The United States has been
clearly disappointed by the fact that its
hand-picked choice, Allawi, made a poor showing in
the elections. Then Washington went back to the
Pentagon's former golden boy, Ahmad Chalabi.
However, considering the baggage that Chalabi
carries with him, there was no chance that he was
going to be anyone else's choice for premier, save
the Bush administration's. Iraqis in general hated
him, and even in the Shi'ite community he was not
popular.
Jaafari has demonstrated his
sophistication as a candidate for the job for
several days, if not weeks. Indeed, if one had any
doubts regarding the potential emergence of the
UIA as a viable ruling party in Iraq, those doubts
should have been dispelled right after the
elections. The party has made it known its
readiness to be all-inclusive and shunned from all
manifestations of parochialism. The all-inclusive
aspect of its characteristic was clear by its
readiness to go out of its way in actively seeking
the cooperation of the Sunni minority, a group
that boycotted the election and then showed deep
resentment about the possibility of the emergence
of Shi'ite dominance in the next government.
The UIA acted as if the Sunni resentment
was not even there. It has made it clear that it
has every intention of making the Sunnis a real
partner in the next government. The UIA's spurning
of parochialism will be further demonstrated in
its refusal to entertain any ideas that would
jeopardize the unity of Iraq.

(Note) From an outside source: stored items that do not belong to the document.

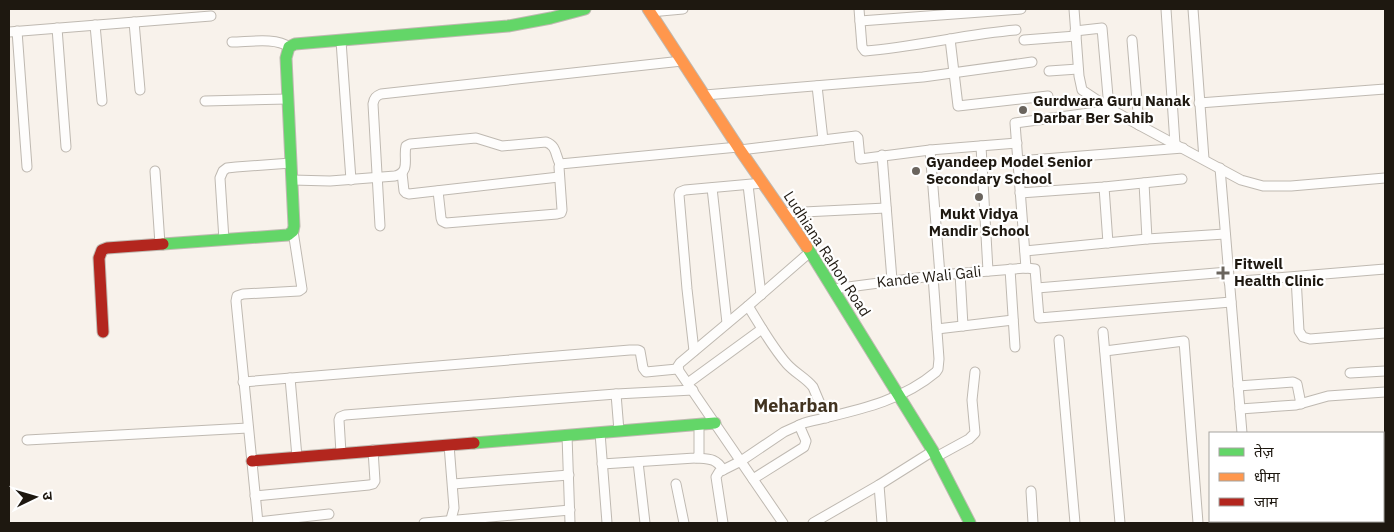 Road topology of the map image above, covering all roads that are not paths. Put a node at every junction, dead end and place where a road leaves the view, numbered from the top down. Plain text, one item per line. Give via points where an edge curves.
1 (585, 9) edge
2 (683, 9) edge
3 (859, 9) edge
4 (1021, 9) edge
5 (1074, 9) edge
6 (1166, 9) edge
7 (1193, 9) edge
8 (649, 10) edge
9 (212, 16) dead end
10 (860, 21) junction
11 (134, 22) junction
12 (95, 25) junction
13 (56, 28) junction
14 (1016, 30) dead end
15 (13, 32) edge
16 (1076, 33) junction
17 (950, 39) junction
18 (340, 40) junction
19 (1024, 40) dead end
20 (1132, 40) dead end
21 (232, 42) dead end
22 (289, 47) junction
23 (682, 61) junction
24 (1032, 62) dead end
25 (1078, 68) junction
26 (1049, 71) dead end
27 (954, 73) junction
28 (817, 86) junction
29 (1385, 89) edge
30 (140, 90) dead end
31 (704, 95) junction
32 (1048, 96) dead end
33 (288, 99) junction
34 (102, 101) dead end
35 (205, 101) dead end
36 (1199, 104) junction
37 (1110, 109) junction
38 (1139, 125) junction
39 (823, 140) junction
40 (1017, 143) junction
41 (981, 146) junction
42 (1180, 146) junction
43 (66, 147) dead end
44 (739, 148) junction
45 (930, 150) junction
46 (882, 155) junction
47 (1204, 159) junction
48 (1018, 161) junction
49 (291, 162) junction
50 (560, 164) junction
51 (27, 167) dead end
52 (1220, 168) junction
53 (155, 171) dead end
54 (402, 173) junction
55 (559, 177) junction
56 (378, 178) junction
57 (1385, 178) edge
58 (1182, 179) dead end
59 (292, 180) junction
60 (351, 180) junction
61 (763, 183) junction
62 (1144, 183) junction
63 (748, 185) junction
64 (1104, 187) junction
65 (712, 188) junction
66 (438, 191) junction
67 (1020, 193) junction
68 (886, 208) junction
69 (783, 213) junction
70 (380, 226) dead end
71 (293, 232) junction
72 (1225, 234) junction
73 (224, 240) junction
74 (1148, 240) junction
75 (1108, 243) junction
76 (160, 244) junction
77 (1025, 251) junction
78 (810, 252) junction
79 (1026, 268) junction
80 (1010, 269) junction
81 (1385, 269) edge
82 (988, 271) junction
83 (1228, 272) junction
84 (960, 273) junction
85 (937, 275) junction
86 (1296, 277) junction
87 (892, 280) junction
88 (1229, 282) junction
89 (1037, 288) junction
90 (833, 289) junction
91 (761, 295) junction
92 (1231, 302) junction
93 (748, 306) junction
94 (1013, 320) junction
95 (727, 323) junction
96 (963, 326) junction
97 (762, 329) junction
98 (937, 329) junction
99 (103, 332) dead end
100 (1103, 332) dead end
101 (1385, 333) edge
102 (1059, 340) dead end
103 (1015, 347) dead end
104 (694, 351) junction
105 (1105, 351) junction
106 (677, 369) junction
107 (1385, 371) edge
108 (975, 372) dead end
109 (1350, 373) dead end
110 (290, 378) junction
111 (243, 382) junction
112 (690, 386) junction
113 (1238, 386) junction
114 (1385, 392) edge
115 (616, 394) junction
116 (900, 396) junction
117 (1301, 404) junction
118 (1240, 409) junction
119 (826, 418) junction
120 (715, 424) junction
121 (699, 425) junction
122 (799, 425) junction
123 (248, 428) junction
124 (619, 431) junction
125 (1242, 432) edge
126 (600, 433) junction
127 (567, 435) junction
128 (27, 440) dead end
129 (449, 445) junction
130 (373, 450) junction
131 (341, 453) junction
132 (934, 454) junction
133 (297, 456) junction
134 (696, 458) junction
135 (252, 461) junction
136 (741, 461) junction
137 (638, 462) junction
138 (602, 464) junction
139 (723, 470) junction
140 (569, 475) junction
141 (752, 478) junction
142 (453, 484) junction
143 (676, 484) dead end
144 (880, 485) junction
145 (1031, 491) dead end
146 (256, 496) junction
147 (570, 510) junction
148 (329, 514) dead end
149 (450, 522) edge
150 (258, 523) edge
151 (424, 523) edge
152 (570, 523) edge
153 (607, 523) edge
154 (645, 523) edge
155 (684, 523) edge
156 (723, 523) edge
157 (783, 523) edge
158 (813, 523) edge
159 (882, 523) edge
160 (970, 523) edge
161 (1033, 523) edge
162 (1075, 523) edge
163 (1120, 523) edge
164 (1198, 523) edge

1 - 18 street via 508,26
2 - 8 street
3 - 10 street
4 - 10 street
5 - 16 street
6 - 42 street
7 - 36 street
8 - 23 street, Ludhiana Rahon Road
9 - 11 street
10 - 17 street via 865,51
11 - 12 street
11 - 30 street
12 - 13 street
12 - 34 street
13 - 15 street
13 - 43 street
14 - 17 street
15 - 51 street
16 - 19 street
16 - 25 street
16 - 37 street via 1102,28
17 - 27 street
18 - 22 street
18 - 60 street
20 - 38 street
21 - 22 street via 275,41
22 - 33 street via 286,58
23 - 31 street, Ludhiana Rahon Road
23 - 56 street via 381,94 373,104
24 - 27 street
25 - 26 street
25 - 37 street via 1082,90
27 - 28 street
27 - 32 street via 958,106
28 - 31 street
28 - 39 street
29 - 36 street
31 - 44 street, Ludhiana Rahon Road
33 - 35 street
33 - 49 street
36 - 47 street
37 - 38 street
37 - 40 street via 1015,123
38 - 42 street
39 - 44 street
39 - 46 street via 857,137 860,159
40 - 41 street
40 - 48 street
41 - 45 street
41 - 82 street
42 - 47 street
42 - 48 street
44 - 50 street
44 - 61 street, Ludhiana Rahon Road
45 - 46 street
45 - 85 street
46 - 68 street
47 - 52 street
48 - 67 street
49 - 59 street
49 - 73 street via 223,171 220,178
50 - 54 street via 555,148 546,142 502,146 476,138 410,144 405,149
50 - 55 street
52 - 57 street via 1241,180 1263,186
52 - 72 street
53 - 76 street
54 - 56 street
54 - 66 street via 406,193
55 - 66 street
55 - 66 street via 562,210 557,214 446,223 441,218
56 - 60 street
56 - 70 street
58 - 62 street
59 - 60 street
59 - 71 street
61 - 63 street
61 - 69 street, Ludhiana Rahon Road
62 - 64 street
62 - 74 street
63 - 65 street
63 - 91 street
64 - 67 street
64 - 75 street
65 - 95 street
65 - 104 street via 685,190 679,195
67 - 77 street
68 - 69 street
68 - 87 street
69 - 78 street, Ludhiana Rahon Road
71 - 73 street
71 - 111 street via 302,289 237,296
72 - 74 street
72 - 83 street
73 - 76 street
74 - 75 street
75 - 77 street
76 - 99 street via 102,250 99,258
77 - 79 street
78 - 90 street, Ludhiana Rahon Road
78 - 91 street
79 - 80 street, Kande Wali Gali
79 - 89 street via 1035,269
80 - 82 street, Kande Wali Gali
80 - 94 street
81 - 86 street
82 - 84 street, Kande Wali Gali
83 - 88 street
83 - 89 street
84 - 85 street, Kande Wali Gali
84 - 96 street
85 - 87 street, Kande Wali Gali
85 - 98 street
86 - 88 street
86 - 101 street via 1299,331 1303,337
87 - 90 street, Kande Wali Gali
88 - 92 street
89 - 92 street via 1039,318
90 - 116 street, Ludhiana Rahon Road
91 - 93 street
92 - 113 street
93 - 95 street
93 - 97 street
94 - 96 street
94 - 103 street
95 - 104 street
96 - 98 street
97 - 112 street
97 - 119 street via 788,366 814,387
98 - 116 street via 938,369
100 - 105 street
102 - 162 street
104 - 106 street
105 - 163 street
105 - 164 street via 1184,341
106 - 110 street via 646,372 642,368 640,352 630,350
106 - 112 street
107 - 109 street
108 - 132 street via 972,400 975,433
110 - 111 street
110 - 133 street
111 - 123 street
112 - 115 street
112 - 120 street
113 - 117 street via 1293,382 1297,384
113 - 118 street
114 - 117 street via 1328,396
115 - 124 street
115 - 131 street via 345,415 339,420
116 - 119 street
116 - 132 street, Ludhiana Rahon Road
117 - 118 street
118 - 125 street
119 - 122 street
120 - 121 street
120 - 136 street
121 - 124 street
121 - 134 street
122 - 136 street
122 - 141 street via 806,441 804,448
123 - 128 street
123 - 135 street
124 - 126 street
126 - 127 street
126 - 138 street
127 - 129 street
127 - 140 street
129 - 130 street
129 - 142 street
130 - 131 street
130 - 146 street via 375,481 369,486
131 - 133 street
132 - 144 street
132 - 160 street, Ludhiana Rahon Road
133 - 135 street
134 - 137 street
134 - 139 street via 715,460
135 - 146 street
136 - 139 street
136 - 141 street
137 - 138 street
137 - 154 street
138 - 153 street
139 - 156 street via 716,477
140 - 142 street
140 - 147 street
141 - 157 street
142 - 149 street via 454,508
143 - 155 street
144 - 158 street
144 - 159 street
145 - 161 street
146 - 150 street
147 - 149 street
147 - 152 street
148 - 150 street
149 - 151 street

The Kurdish groups
had better re-examine all their aspirations that
even remotely resemble the weakening the integrity
of Iraq.
The administration of US
President George W Bush has been besieged by a
number of questions related to Jaafari, his Da'wa
Party and the UIA. The question that is uppermost
in Washington now is whether the UIA's commitment
to avoid establishing an Islamic government in
Iraq is real. Jaafari has shown special
sensitivity to this issue. In fact, he recently
made quite a revealing comment in this regard. He
said, "Every country has its own character. Not
all Iraqis are Muslims. Not all Muslims are
Shi'ite. Not all Shi'ites are Islamic. We have to
have a system that is open to all components of
society."
The next significant question in
Washington is how close Iraq will get to Iran. In
the Pollyannaish world of the neo-conservatives
there is no room for any nuanced approach toward
Iran. Either a country can be a friend of the US
and enemy of Iran, or vice-versa. There is no way
any country can be a friend of Iran and remain
close to the US. It is a sort of rehashing of what
the world looked like when seen from inside
Washington during the early phase of the Cold War.
No country could be a friend of both the US and
the USSR. The Non-Aligned Movement was envisaged
as something immoral. John Foster Dulles, US
president Dwight Eisenhower's secretary of state,
was more blunt about that depiction than other
secretaries of state. However, that frame of
reference prevailed throughout the Cold War years.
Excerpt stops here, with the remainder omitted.